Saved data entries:
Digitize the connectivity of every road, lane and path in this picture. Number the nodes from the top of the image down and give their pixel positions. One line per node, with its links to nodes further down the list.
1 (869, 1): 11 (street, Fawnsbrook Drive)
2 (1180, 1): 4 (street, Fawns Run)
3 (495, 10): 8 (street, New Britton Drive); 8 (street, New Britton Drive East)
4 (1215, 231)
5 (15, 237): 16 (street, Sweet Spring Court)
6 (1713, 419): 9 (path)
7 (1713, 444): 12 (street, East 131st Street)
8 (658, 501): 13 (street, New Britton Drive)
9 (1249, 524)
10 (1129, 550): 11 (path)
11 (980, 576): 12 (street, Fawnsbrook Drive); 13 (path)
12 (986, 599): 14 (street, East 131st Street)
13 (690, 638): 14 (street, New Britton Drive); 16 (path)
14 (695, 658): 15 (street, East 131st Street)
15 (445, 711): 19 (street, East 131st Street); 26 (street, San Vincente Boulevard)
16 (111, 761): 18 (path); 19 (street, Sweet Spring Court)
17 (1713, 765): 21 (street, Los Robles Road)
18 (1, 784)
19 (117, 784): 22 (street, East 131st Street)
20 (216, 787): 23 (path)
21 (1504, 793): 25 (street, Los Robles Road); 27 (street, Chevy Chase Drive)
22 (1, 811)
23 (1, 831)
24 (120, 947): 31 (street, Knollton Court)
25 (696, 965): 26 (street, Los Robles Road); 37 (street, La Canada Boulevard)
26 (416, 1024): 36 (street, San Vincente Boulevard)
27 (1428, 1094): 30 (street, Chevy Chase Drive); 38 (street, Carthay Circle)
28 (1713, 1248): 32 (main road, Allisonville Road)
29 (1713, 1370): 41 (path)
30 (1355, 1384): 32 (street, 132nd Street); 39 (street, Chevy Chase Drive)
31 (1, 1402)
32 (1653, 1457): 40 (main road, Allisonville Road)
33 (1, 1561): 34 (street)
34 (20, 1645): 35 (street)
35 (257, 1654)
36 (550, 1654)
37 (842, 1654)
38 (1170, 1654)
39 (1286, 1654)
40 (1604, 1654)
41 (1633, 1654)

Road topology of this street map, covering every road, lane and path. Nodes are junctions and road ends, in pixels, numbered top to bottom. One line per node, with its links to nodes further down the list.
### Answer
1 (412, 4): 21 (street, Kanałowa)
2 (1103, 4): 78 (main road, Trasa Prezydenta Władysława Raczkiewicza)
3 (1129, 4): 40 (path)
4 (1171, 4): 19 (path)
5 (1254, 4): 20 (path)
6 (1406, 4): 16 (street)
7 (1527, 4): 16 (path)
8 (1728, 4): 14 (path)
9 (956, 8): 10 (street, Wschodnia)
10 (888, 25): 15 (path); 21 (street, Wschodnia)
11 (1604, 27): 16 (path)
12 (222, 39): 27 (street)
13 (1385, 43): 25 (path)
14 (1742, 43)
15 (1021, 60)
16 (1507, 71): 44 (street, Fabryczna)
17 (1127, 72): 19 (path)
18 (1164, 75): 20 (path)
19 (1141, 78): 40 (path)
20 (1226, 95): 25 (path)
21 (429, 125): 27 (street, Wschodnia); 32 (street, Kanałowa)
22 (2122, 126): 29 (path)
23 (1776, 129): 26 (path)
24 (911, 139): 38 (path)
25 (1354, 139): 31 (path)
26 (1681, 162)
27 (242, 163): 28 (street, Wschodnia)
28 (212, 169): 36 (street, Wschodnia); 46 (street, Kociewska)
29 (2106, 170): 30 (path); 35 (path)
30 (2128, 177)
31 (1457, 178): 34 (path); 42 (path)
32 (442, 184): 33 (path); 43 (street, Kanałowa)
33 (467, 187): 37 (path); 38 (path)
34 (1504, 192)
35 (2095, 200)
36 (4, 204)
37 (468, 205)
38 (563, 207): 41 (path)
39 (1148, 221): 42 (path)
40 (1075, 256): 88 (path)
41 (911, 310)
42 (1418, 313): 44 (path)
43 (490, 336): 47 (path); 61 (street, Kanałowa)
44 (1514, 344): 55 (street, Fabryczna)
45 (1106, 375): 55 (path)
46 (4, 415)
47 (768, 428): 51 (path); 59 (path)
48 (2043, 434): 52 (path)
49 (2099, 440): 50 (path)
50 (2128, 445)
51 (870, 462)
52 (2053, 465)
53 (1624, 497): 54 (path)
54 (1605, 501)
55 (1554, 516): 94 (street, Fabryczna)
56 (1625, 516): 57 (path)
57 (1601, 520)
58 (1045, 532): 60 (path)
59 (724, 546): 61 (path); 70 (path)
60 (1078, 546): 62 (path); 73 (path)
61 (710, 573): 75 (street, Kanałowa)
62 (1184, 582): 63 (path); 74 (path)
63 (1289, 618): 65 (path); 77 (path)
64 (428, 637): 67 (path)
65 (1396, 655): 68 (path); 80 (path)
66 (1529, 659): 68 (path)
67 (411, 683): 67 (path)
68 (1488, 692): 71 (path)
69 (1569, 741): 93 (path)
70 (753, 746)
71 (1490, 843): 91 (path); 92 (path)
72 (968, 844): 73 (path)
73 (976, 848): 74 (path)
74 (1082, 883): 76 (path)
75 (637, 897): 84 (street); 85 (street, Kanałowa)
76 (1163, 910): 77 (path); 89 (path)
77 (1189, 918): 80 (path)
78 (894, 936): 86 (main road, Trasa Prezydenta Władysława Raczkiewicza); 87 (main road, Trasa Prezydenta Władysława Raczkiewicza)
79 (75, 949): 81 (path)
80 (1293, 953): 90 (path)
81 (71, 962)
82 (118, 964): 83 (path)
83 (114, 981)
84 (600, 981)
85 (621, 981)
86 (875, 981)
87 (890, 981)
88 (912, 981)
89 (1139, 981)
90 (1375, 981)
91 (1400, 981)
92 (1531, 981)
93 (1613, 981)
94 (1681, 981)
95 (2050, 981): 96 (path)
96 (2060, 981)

*WHAT TO WORK ON*: Give each entry again, spelled exactly as shown.

*YOUR RESPONSE*:
Digitize the connectivity of every road, lane and path in this picture. Number the nodes from the top of the image down and give their pixel positions. One line per node, with its links to nodes further down the list.
1 (869, 1): 11 (street, Fawnsbrook Drive)
2 (1180, 1): 4 (street, Fawns Run)
3 (495, 10): 8 (street, New Britton Drive); 8 (street, New Britton Drive East)
4 (1215, 231)
5 (15, 237): 16 (street, Sweet Spring Court)
6 (1713, 419): 9 (path)
7 (1713, 444): 12 (street, East 131st Street)
8 (658, 501): 13 (street, New Britton Drive)
9 (1249, 524)
10 (1129, 550): 11 (path)
11 (980, 576): 12 (street, Fawnsbrook Drive); 13 (path)
12 (986, 599): 14 (street, East 131st Street)
13 (690, 638): 14 (street, New Britton Drive); 16 (path)
14 (695, 658): 15 (street, East 131st Street)
15 (445, 711): 19 (street, East 131st Street); 26 (street, San Vincente Boulevard)
16 (111, 761): 18 (path); 19 (street, Sweet Spring Court)
17 (1713, 765): 21 (street, Los Robles Road)
18 (1, 784)
19 (117, 784): 22 (street, East 131st Street)
20 (216, 787): 23 (path)
21 (1504, 793): 25 (street, Los Robles Road); 27 (street, Chevy Chase Drive)
22 (1, 811)
23 (1, 831)
24 (120, 947): 31 (street, Knollton Court)
25 (696, 965): 26 (street, Los Robles Road); 37 (street, La Canada Boulevard)
26 (416, 1024): 36 (street, San Vincente Boulevard)
27 (1428, 1094): 30 (street, Chevy Chase Drive); 38 (street, Carthay Circle)
28 (1713, 1248): 32 (main road, Allisonville Road)
29 (1713, 1370): 41 (path)
30 (1355, 1384): 32 (street, 132nd Street); 39 (street, Chevy Chase Drive)
31 (1, 1402)
32 (1653, 1457): 40 (main road, Allisonville Road)
33 (1, 1561): 34 (street)
34 (20, 1645): 35 (street)
35 (257, 1654)
36 (550, 1654)
37 (842, 1654)
38 (1170, 1654)
39 (1286, 1654)
40 (1604, 1654)
41 (1633, 1654)

Road topology of this street map, covering every road, lane and path. Nodes are junctions and road ends, in pixels, numbered top to bottom. One line per node, with its links to nodes further down the list.
### Answer
1 (412, 4): 21 (street, Kanałowa)
2 (1103, 4): 78 (main road, Trasa Prezydenta Władysława Raczkiewicza)
3 (1129, 4): 40 (path)
4 (1171, 4): 19 (path)
5 (1254, 4): 20 (path)
6 (1406, 4): 16 (street)
7 (1527, 4): 16 (path)
8 (1728, 4): 14 (path)
9 (956, 8): 10 (street, Wschodnia)
10 (888, 25): 15 (path); 21 (street, Wschodnia)
11 (1604, 27): 16 (path)
12 (222, 39): 27 (street)
13 (1385, 43): 25 (path)
14 (1742, 43)
15 (1021, 60)
16 (1507, 71): 44 (street, Fabryczna)
17 (1127, 72): 19 (path)
18 (1164, 75): 20 (path)
19 (1141, 78): 40 (path)
20 (1226, 95): 25 (path)
21 (429, 125): 27 (street, Wschodnia); 32 (street, Kanałowa)
22 (2122, 126): 29 (path)
23 (1776, 129): 26 (path)
24 (911, 139): 38 (path)
25 (1354, 139): 31 (path)
26 (1681, 162)
27 (242, 163): 28 (street, Wschodnia)
28 (212, 169): 36 (street, Wschodnia); 46 (street, Kociewska)
29 (2106, 170): 30 (path); 35 (path)
30 (2128, 177)
31 (1457, 178): 34 (path); 42 (path)
32 (442, 184): 33 (path); 43 (street, Kanałowa)
33 (467, 187): 37 (path); 38 (path)
34 (1504, 192)
35 (2095, 200)
36 (4, 204)
37 (468, 205)
38 (563, 207): 41 (path)
39 (1148, 221): 42 (path)
40 (1075, 256): 88 (path)
41 (911, 310)
42 (1418, 313): 44 (path)
43 (490, 336): 47 (path); 61 (street, Kanałowa)
44 (1514, 344): 55 (street, Fabryczna)
45 (1106, 375): 55 (path)
46 (4, 415)
47 (768, 428): 51 (path); 59 (path)
48 (2043, 434): 52 (path)
49 (2099, 440): 50 (path)
50 (2128, 445)
51 (870, 462)
52 (2053, 465)
53 (1624, 497): 54 (path)
54 (1605, 501)
55 (1554, 516): 94 (street, Fabryczna)
56 (1625, 516): 57 (path)
57 (1601, 520)
58 (1045, 532): 60 (path)
59 (724, 546): 61 (path); 70 (path)
60 (1078, 546): 62 (path); 73 (path)
61 (710, 573): 75 (street, Kanałowa)
62 (1184, 582): 63 (path); 74 (path)
63 (1289, 618): 65 (path); 77 (path)
64 (428, 637): 67 (path)
65 (1396, 655): 68 (path); 80 (path)
66 (1529, 659): 68 (path)
67 (411, 683): 67 (path)
68 (1488, 692): 71 (path)
69 (1569, 741): 93 (path)
70 (753, 746)
71 (1490, 843): 91 (path); 92 (path)
72 (968, 844): 73 (path)
73 (976, 848): 74 (path)
74 (1082, 883): 76 (path)
75 (637, 897): 84 (street); 85 (street, Kanałowa)
76 (1163, 910): 77 (path); 89 (path)
77 (1189, 918): 80 (path)
78 (894, 936): 86 (main road, Trasa Prezydenta Władysława Raczkiewicza); 87 (main road, Trasa Prezydenta Władysława Raczkiewicza)
79 (75, 949): 81 (path)
80 (1293, 953): 90 (path)
81 (71, 962)
82 (118, 964): 83 (path)
83 (114, 981)
84 (600, 981)
85 (621, 981)
86 (875, 981)
87 (890, 981)
88 (912, 981)
89 (1139, 981)
90 (1375, 981)
91 (1400, 981)
92 (1531, 981)
93 (1613, 981)
94 (1681, 981)
95 (2050, 981): 96 (path)
96 (2060, 981)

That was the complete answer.